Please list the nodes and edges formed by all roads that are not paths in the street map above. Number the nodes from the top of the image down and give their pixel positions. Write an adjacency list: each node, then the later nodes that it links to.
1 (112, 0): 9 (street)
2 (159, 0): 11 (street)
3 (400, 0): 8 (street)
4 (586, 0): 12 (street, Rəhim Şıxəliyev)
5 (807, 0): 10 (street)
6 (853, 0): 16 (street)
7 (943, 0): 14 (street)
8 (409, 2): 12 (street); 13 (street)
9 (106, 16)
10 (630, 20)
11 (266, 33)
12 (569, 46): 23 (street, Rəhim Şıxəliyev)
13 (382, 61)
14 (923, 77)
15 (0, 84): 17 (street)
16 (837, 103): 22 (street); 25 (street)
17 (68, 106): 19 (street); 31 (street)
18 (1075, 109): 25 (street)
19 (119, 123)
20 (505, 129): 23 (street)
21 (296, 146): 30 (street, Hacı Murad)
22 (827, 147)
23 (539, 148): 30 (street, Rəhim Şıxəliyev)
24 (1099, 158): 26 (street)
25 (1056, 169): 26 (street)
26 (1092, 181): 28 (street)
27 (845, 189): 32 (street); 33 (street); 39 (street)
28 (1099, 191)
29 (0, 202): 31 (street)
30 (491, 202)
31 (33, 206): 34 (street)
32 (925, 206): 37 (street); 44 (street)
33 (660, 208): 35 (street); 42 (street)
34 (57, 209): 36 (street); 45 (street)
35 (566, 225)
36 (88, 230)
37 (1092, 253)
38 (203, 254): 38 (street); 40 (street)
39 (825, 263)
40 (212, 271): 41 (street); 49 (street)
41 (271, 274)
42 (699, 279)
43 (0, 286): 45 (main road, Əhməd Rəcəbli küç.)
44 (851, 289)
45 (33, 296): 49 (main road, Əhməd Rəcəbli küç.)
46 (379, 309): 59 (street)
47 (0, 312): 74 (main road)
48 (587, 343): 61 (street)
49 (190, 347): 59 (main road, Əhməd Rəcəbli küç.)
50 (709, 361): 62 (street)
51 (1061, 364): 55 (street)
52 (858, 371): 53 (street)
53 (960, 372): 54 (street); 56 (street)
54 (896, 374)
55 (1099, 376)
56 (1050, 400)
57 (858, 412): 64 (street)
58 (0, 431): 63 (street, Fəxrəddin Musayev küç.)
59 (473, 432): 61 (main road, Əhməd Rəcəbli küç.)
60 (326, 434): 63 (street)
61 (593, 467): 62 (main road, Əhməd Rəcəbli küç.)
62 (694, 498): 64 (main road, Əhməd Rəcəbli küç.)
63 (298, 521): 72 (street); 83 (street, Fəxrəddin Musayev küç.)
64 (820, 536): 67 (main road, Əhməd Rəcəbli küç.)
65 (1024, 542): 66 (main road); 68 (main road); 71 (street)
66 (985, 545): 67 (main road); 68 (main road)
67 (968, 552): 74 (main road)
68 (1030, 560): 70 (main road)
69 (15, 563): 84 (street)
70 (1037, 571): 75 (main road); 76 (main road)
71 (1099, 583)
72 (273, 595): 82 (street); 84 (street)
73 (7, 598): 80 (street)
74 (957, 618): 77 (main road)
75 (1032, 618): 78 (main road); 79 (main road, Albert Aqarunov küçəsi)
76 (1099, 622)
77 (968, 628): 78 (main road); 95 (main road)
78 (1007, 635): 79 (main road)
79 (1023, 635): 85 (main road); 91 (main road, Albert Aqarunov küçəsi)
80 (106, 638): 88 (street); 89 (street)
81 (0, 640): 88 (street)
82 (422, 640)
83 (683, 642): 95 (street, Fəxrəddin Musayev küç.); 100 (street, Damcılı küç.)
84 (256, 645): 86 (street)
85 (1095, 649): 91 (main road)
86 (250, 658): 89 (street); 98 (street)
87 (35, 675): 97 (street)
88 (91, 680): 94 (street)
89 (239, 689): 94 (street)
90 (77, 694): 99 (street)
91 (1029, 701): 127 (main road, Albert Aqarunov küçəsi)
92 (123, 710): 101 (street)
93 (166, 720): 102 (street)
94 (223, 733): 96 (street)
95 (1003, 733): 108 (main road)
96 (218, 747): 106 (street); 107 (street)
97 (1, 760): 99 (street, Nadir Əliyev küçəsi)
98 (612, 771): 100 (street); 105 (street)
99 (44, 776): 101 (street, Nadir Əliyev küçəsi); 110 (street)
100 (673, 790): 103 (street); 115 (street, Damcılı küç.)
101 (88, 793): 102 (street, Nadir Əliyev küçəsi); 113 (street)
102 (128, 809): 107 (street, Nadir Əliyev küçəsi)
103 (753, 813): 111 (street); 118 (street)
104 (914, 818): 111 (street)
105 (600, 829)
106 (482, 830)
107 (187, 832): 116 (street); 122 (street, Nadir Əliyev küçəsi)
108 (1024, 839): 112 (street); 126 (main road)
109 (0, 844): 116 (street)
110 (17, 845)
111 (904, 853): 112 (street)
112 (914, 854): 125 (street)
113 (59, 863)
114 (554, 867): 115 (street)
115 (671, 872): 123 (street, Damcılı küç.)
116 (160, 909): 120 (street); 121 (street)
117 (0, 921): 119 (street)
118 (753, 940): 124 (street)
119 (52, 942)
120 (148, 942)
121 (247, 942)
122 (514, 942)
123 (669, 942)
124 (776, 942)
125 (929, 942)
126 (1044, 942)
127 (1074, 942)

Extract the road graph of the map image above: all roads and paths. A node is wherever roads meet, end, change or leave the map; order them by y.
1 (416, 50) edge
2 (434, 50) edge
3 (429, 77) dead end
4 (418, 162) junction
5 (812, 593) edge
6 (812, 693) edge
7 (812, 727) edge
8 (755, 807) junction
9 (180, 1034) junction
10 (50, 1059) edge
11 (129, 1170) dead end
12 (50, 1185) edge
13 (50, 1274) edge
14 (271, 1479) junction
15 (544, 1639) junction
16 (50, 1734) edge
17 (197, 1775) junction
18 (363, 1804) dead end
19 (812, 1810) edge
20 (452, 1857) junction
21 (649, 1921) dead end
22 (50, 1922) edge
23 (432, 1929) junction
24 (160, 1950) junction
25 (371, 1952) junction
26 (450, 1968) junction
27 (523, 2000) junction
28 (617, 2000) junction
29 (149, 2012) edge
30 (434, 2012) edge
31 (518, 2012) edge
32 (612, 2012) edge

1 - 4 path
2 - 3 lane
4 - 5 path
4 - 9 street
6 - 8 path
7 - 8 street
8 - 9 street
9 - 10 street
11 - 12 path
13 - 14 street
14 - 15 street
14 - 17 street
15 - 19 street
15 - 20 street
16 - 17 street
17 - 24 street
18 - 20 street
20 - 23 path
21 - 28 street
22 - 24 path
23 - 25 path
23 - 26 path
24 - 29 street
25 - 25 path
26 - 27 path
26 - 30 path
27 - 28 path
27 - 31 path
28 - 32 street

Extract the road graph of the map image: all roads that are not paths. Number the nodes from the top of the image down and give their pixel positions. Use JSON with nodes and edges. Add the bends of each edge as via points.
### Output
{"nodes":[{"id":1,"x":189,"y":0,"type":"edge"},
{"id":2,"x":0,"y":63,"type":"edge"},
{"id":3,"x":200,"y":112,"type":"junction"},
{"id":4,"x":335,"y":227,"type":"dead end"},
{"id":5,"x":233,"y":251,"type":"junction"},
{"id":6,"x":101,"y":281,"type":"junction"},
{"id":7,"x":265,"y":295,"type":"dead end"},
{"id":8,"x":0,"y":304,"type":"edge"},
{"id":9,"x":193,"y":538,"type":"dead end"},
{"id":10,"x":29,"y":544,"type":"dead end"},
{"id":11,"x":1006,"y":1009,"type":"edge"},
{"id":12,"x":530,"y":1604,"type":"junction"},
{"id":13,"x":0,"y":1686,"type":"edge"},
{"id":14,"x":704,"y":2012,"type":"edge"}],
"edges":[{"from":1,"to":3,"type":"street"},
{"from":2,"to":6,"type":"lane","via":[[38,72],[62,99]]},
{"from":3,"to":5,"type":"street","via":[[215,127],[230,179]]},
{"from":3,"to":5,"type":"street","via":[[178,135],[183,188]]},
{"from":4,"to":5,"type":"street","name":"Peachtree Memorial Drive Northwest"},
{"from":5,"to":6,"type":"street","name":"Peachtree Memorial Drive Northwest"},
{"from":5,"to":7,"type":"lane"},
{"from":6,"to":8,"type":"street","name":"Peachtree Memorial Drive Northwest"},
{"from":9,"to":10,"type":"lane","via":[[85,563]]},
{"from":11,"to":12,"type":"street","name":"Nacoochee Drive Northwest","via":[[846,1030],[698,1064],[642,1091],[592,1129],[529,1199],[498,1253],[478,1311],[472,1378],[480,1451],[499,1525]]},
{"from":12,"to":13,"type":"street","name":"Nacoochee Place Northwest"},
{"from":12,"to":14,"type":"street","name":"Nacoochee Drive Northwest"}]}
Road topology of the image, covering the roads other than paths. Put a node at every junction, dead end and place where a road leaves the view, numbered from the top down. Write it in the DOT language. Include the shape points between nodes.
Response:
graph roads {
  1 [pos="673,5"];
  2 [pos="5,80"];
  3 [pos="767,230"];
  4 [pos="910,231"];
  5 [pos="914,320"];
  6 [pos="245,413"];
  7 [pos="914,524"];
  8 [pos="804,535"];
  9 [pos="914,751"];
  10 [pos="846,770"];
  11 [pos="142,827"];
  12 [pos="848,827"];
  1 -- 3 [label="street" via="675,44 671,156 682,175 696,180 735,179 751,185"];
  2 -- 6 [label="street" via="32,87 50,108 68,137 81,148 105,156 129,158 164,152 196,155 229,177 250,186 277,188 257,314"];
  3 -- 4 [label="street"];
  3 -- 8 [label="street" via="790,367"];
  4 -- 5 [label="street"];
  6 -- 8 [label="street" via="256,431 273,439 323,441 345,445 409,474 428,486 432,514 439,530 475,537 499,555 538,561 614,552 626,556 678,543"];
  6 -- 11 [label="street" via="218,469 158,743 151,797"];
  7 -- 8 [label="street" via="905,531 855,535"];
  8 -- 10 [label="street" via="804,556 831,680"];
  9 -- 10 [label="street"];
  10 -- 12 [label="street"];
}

• _Task to complete_:
Return all lines of the material above in which "Write" occurs.

• _Result of this exercise_:
Please list the nodes and edges formed by all roads that are not paths in the street map above. Number the nodes from the top of the image down and give their pixel positions. Write an adjacency list: each node, then the later nodes that it links to.
Road topology of the image, covering the roads other than paths. Put a node at every junction, dead end and place where a road leaves the view, numbered from the top down. Write it in the DOT language. Include the shape points between nodes.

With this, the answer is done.